Como se pode resistir à fúria das palavras? Às palavras que matam, às palavras assassinas, que até por vezes acompanham imagens de morte? Como se poderá resistir a tão agressiva verborreia sem se tornar louco, assassino, mártir ou heróico pacifista?


Já estamos tão habituados a ouvi-las que a nossa sensibilidade secou na amorfidade dos dias.
Não pretendo assumir a profissão de professor, mas gostaria de apresentar uma lição sobre as palavras assassinas que se têm ouvido nestas últimas semanas e que, longe da realidade vivida, perderam para nós o poder mortífero, sentados confortavelmente no nosso cocooning.

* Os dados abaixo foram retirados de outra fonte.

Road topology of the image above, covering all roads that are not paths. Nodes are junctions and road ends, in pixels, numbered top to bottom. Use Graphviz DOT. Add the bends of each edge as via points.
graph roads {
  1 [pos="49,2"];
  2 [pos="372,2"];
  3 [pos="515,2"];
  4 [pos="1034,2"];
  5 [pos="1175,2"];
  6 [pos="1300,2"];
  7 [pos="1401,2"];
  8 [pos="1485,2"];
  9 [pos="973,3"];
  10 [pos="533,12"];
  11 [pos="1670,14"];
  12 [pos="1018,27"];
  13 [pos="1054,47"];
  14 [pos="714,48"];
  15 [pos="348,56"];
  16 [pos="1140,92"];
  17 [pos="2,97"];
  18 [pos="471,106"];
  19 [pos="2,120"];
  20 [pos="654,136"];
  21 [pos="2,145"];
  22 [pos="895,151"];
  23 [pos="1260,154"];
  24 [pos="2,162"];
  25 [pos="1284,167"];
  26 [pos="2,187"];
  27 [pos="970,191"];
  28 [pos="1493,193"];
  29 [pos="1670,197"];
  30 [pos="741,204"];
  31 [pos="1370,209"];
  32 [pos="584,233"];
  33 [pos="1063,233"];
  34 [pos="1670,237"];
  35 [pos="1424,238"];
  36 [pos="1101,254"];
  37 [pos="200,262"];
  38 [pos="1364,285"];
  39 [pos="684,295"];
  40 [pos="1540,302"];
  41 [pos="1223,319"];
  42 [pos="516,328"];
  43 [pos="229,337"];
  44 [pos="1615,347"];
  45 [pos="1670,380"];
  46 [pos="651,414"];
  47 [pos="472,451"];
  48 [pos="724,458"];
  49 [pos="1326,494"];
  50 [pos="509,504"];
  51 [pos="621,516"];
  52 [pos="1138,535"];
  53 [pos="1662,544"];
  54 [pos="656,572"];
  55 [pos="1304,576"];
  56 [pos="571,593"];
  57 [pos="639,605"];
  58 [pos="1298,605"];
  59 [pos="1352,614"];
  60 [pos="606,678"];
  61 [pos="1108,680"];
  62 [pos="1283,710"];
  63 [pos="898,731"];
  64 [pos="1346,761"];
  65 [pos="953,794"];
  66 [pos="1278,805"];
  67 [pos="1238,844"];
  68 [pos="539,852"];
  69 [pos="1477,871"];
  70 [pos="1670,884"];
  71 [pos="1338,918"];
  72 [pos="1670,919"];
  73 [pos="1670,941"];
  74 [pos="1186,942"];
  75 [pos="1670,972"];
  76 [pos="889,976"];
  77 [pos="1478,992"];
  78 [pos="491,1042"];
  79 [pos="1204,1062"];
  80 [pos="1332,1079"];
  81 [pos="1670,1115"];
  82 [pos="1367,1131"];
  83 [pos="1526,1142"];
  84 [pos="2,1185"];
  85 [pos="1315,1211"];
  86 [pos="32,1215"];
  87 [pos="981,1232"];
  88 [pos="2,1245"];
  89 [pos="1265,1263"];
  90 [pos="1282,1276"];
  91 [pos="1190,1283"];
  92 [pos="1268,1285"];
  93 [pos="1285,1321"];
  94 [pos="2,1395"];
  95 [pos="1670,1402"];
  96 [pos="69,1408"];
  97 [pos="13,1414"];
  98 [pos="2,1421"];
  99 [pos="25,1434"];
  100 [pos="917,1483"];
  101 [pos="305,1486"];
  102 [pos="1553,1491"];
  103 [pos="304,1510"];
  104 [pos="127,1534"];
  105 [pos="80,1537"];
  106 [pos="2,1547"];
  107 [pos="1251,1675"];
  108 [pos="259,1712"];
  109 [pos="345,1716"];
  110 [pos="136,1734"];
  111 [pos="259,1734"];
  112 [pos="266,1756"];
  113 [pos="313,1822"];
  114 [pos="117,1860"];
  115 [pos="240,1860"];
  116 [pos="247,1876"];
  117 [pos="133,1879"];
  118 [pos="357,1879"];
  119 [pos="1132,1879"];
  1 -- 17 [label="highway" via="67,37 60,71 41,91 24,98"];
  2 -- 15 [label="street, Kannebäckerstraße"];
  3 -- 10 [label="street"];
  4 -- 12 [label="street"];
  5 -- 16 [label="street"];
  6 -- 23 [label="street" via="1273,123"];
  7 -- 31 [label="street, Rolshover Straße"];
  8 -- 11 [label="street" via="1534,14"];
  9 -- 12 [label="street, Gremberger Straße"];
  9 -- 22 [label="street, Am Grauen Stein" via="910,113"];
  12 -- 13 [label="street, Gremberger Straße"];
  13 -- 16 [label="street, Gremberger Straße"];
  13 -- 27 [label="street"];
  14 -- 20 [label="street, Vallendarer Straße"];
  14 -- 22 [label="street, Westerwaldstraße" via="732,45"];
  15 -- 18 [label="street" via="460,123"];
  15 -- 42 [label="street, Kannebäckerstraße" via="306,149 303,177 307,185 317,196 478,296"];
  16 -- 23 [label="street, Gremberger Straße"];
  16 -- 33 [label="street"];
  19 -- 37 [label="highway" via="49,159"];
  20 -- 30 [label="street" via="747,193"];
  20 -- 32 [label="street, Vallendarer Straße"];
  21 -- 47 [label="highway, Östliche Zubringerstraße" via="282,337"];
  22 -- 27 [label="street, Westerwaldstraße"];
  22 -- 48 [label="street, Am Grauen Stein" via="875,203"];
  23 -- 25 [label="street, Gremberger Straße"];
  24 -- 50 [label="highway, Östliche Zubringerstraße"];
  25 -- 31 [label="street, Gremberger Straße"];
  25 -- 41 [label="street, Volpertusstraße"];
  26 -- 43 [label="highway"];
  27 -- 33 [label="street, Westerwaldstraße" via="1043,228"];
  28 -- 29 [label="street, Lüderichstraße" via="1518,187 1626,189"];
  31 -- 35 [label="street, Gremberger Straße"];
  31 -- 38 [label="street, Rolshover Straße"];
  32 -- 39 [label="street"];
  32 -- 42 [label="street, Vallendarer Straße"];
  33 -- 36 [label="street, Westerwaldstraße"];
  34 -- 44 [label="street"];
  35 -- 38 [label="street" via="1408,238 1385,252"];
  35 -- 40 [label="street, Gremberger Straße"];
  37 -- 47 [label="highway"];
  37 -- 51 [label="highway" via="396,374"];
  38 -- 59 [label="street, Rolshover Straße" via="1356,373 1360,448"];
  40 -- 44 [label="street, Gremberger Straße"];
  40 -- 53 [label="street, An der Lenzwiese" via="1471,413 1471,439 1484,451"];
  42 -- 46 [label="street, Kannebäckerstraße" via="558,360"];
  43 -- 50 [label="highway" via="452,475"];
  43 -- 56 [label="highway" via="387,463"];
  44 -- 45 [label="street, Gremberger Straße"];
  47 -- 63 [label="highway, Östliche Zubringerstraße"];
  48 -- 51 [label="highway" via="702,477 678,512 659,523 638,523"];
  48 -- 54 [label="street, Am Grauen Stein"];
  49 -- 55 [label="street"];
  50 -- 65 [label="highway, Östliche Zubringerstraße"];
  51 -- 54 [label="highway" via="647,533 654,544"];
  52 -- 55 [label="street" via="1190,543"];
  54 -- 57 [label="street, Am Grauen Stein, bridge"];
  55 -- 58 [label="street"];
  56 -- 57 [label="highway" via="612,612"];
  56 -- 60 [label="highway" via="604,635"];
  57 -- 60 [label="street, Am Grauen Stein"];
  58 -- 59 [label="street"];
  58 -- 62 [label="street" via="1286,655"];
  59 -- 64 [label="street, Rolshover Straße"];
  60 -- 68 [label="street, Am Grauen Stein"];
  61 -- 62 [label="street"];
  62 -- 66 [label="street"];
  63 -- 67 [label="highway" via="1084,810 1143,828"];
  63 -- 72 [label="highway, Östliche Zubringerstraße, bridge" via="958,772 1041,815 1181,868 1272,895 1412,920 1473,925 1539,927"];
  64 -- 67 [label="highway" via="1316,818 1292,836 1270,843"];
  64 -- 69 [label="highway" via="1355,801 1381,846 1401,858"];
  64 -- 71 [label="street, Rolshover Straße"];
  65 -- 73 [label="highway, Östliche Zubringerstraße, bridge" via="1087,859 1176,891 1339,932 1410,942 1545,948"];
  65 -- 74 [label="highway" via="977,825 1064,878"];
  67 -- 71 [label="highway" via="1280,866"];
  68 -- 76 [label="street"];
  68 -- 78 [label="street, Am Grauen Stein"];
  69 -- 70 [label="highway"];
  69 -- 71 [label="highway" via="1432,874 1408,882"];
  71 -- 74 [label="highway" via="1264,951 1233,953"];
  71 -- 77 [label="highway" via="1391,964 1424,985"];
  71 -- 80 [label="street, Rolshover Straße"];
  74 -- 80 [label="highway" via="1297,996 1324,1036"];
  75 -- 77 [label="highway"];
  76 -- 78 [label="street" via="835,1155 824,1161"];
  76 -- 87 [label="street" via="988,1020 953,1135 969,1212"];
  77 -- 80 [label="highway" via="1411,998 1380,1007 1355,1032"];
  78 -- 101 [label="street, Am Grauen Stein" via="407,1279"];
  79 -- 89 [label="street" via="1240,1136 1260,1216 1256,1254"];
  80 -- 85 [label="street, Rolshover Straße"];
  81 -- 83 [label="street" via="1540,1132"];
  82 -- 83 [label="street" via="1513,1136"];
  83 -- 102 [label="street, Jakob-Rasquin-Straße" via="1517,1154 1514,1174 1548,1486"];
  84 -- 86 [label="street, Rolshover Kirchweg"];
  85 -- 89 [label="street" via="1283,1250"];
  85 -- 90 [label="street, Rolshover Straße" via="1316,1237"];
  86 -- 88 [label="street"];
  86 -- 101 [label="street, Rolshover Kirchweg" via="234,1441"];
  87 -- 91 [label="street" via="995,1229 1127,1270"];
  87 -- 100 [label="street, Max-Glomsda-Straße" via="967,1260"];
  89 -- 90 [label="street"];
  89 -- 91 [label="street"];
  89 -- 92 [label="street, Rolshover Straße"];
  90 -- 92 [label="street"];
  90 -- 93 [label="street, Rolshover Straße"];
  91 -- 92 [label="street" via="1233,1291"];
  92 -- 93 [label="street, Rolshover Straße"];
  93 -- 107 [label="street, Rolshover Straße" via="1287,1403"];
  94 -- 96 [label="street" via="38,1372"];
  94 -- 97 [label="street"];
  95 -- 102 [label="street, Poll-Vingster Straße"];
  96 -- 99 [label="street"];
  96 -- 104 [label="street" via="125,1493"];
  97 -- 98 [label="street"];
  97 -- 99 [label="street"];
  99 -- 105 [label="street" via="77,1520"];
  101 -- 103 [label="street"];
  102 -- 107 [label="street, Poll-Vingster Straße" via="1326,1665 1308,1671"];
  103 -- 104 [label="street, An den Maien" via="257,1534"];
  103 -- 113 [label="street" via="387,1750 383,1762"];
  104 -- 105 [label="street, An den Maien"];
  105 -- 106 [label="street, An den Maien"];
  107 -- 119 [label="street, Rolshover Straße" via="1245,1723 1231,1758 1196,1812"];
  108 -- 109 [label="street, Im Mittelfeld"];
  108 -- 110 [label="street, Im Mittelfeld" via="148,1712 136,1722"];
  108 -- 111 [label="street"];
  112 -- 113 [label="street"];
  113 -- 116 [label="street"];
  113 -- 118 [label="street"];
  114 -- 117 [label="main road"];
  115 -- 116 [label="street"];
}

Após os acontecimentos em Israel do dia 7 de outubro, a batalha das palavras provocou um ambiente de ódio e se por vezes essas mesmas palavras acompanham imagens, são de um horror absoluto.
Debrucemo-nos, pois, sobre algumas frases onde se sente morte e raiva para com o povo palestiniano, mudando-se logo a linguagem quando se trata de proteger Israel.
Assim, no dia 7 de outubro após o “ataque brutal do Hamas contra Israel”, famílias inteiras “foram executadas, crianças foram massacrados, mulheres foram violadas, as vítimas foram torturadas e 240 pessoas foram feitas reféns e levadas à força para Gaza.”
O Hamas “lança roquetes sobre Israel.” No dia 27 de outubro Israel começou “uma invasão terrestre” que ainda se prossegue.
Segundo dados estatísticos da ONU, o exército de Israel “já matou 15 mil pessoas na banda de Gaza, provocou 2 milhões de deslocados e destruiu 50% dos alojamentos.”
No dia 21 de outubro, o exército israelita lançou panfletos no norte de Gaza para advertir os habitantes de partirem imediatamente porque “iriam começar os bombardeamentos,” mencionando: “os que não abandonarem o norte de Gaza poderão ser considerados cúmplices.” Deste modo, as “zonas civis foram consideradas campos de batalha.”
Nesta invasão as leis da guerra foram totalmente pervertidas. Foram dadas instruções precisas aos soldados: “em Gaza não há civis; cada palestiniano é um terrorista. A presunção de inocência está de todo alterada. Um soldado tem o direito de matar não importa quem na faixa de Gaza. Não há tempo para intimações. Tudo o que mexe deve ser morto.”
A intensidade do tiroteio é para proteger os soldados israelitas e eliminar as ameaças que poderão pesar sobre eles. A destruição de bairros onde se presume haver indícios do Hamas é considerada apenas como um efeito colateral.
Por outro lado, Israel muda a linguagem ao abordar a atuação do seu exército, melhor dito, da sua máquina de matar e de o preservar.
O grande princípio é o designado “risco zero para o exército israelita” ou a “máxima segurança para as forças israelitas.” Este princípio supõe que os soldados israelitas serão melhor protegidos “se os riscos forem transferidos para a população civil.”
Poderá haver um momento de acalmia logo após “bombardeamentos para com a população civil” que serão considerados “necessários para melhor atingir as forças dos Hamas.”
Outro objetivo é a destruição de infraestruturas; estradas, rede de saneamento básico, escolas e hospitais.
A desumanidade mais radical de parte e de outra não poderá conduzir à paz. Será necessário uma outra linguagem que garanta direitos, segurança e liberdade, tanto a palestinianos como israelitas.
Vai ser longa a aprendizagem da paz, pois, infelizmente, o caminho da guerra é o mais habitual e o mais fácil.